Nobody anticipated the scale of extra spending in this year’s budget, but CTU economist Craig Renney asks where is the vision for building back better?
Budget 2021 brought the welcome surprise of an additional $3.3 billion of welfare spending to lift benefit rates by $32-55 per week.
The extension of the training incentive allowance, and an additional $914m to DHBs is also welcome.
Other sleeper hits included a $3b commitment to recycle future Emission Trading Scheme revenue, and the extension of Warmer Kiwi Homes to provide insulation for 47,700 more houses.
Home support receives $88.1m in new funding for paid travel and break time over 4 years, making a big difference for a low paid workforce.
FISCAL PRUDENCE
But with the economy faring better than expected during the Covid crisis, there was an opportunity to do more in this budget.

Contrary to last year’s dire predictions, the economy is in the 'Goldilocks Zone’. GDP is due to peak at 4.4% in 2023, unemployment due to fall to 4.2%, and inflation and interest rates are low.
Covid didn’t deliver the giant deficit or unemployment that was expected, which meant the Crown borrowed much less than anticipated, and had plenty of headroom to take on more debt without breaching the debt figure it was elected on last year.
With net core Crown debt below 40% of GDP on some measures, stratospherically lower than Australia, the US and other countries we compare ourselves to, our Finance Minister has chosen to be very prudent with his expenditure.
WHAT THE BUDGET DIDN’T DELIVER
The budget failed to provide the basics in a few key areas. In health we needed $1.4b just to cover basic cost pressures. We think its short by hundreds of millions, almost guaranteeing DHBs will run deficits again next year, as waiting lists grow and wage increases are needed for health care workers.
In Early Childhood Education the Government announced $170m toward pay parity, and yet funding for services did not increase enough to meet the cost of inflation.
The Budget also showed the Government is set to miss its targets on child poverty. Welfare payment increases are predicted to lift another 33,000 children out of poverty. But on one measure, 190,000 children will still be in poverty by 2023.

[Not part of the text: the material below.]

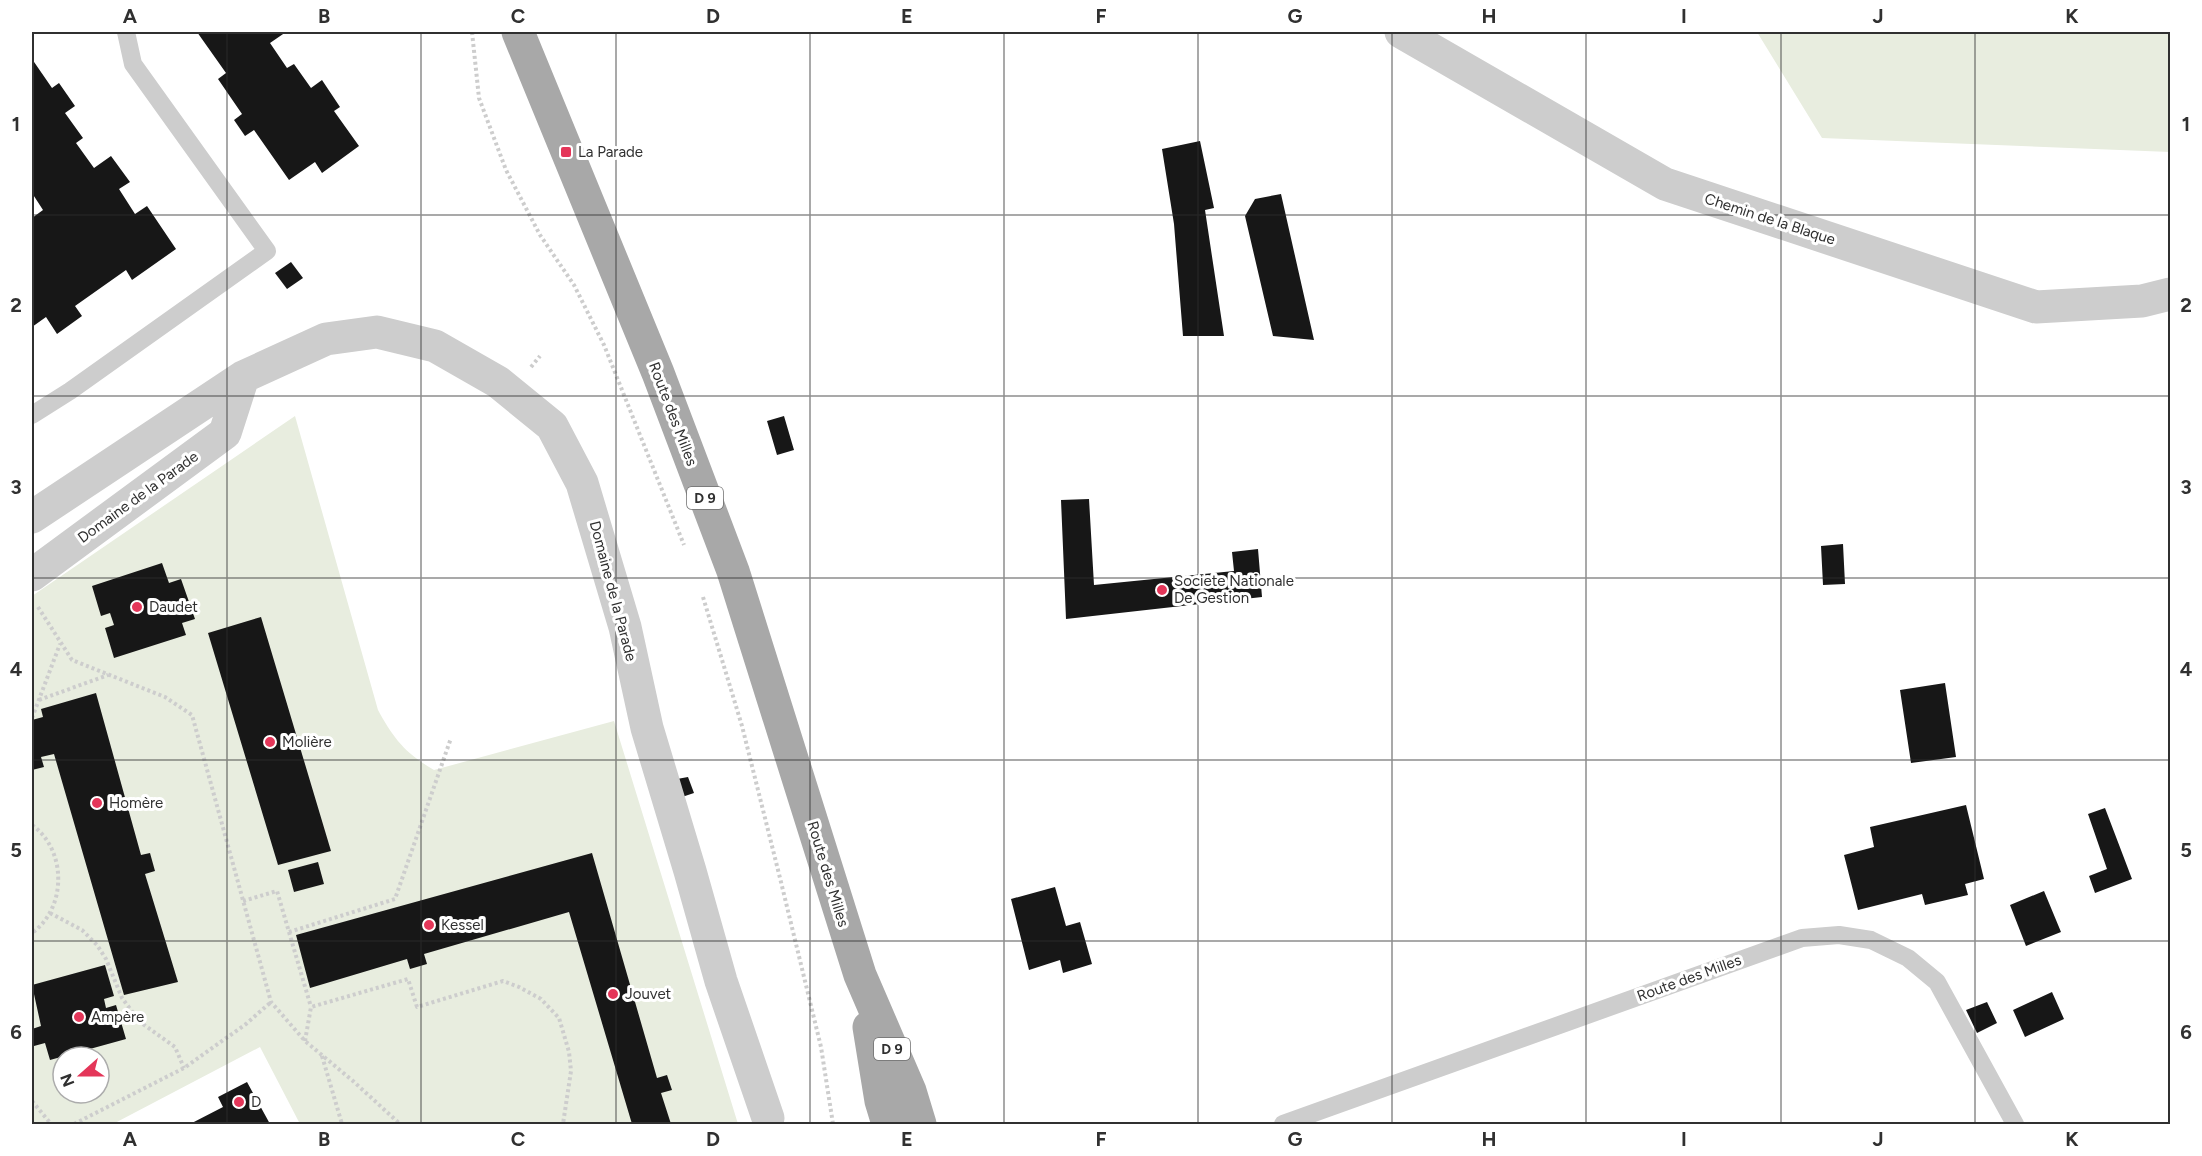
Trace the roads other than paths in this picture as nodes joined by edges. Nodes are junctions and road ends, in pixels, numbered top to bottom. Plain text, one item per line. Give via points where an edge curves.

Vote Justice received just a 1% increase for all items not related to legal aid. Given that its Hōkai Rangi Corrections strategy is supposed to take a wellbeing approach, is the Government willing to fund this or will it just continue with old-style custodial services?
A REAL OPPORTUNITY
Freed from the shackles of coalition, the Government had the opportunity to make important symbolic change with this budget.
And there was so much to like, welfare spending is welcome, the decision not to just pay down debt is fantastic.
But Budget 2021 didn’t articulate a clear plan for the economy, or a vision of the kind of country we want to be 10 years from now.
There is no shortage of things we could usefully be spending money on. In public transport, housing, infrastructure, we could be spending more to deliver on our aspirations.
We need a plan on how we can deliver public services and the sort of economy we want to see.
The CTU would really like to have that conversation with the Government.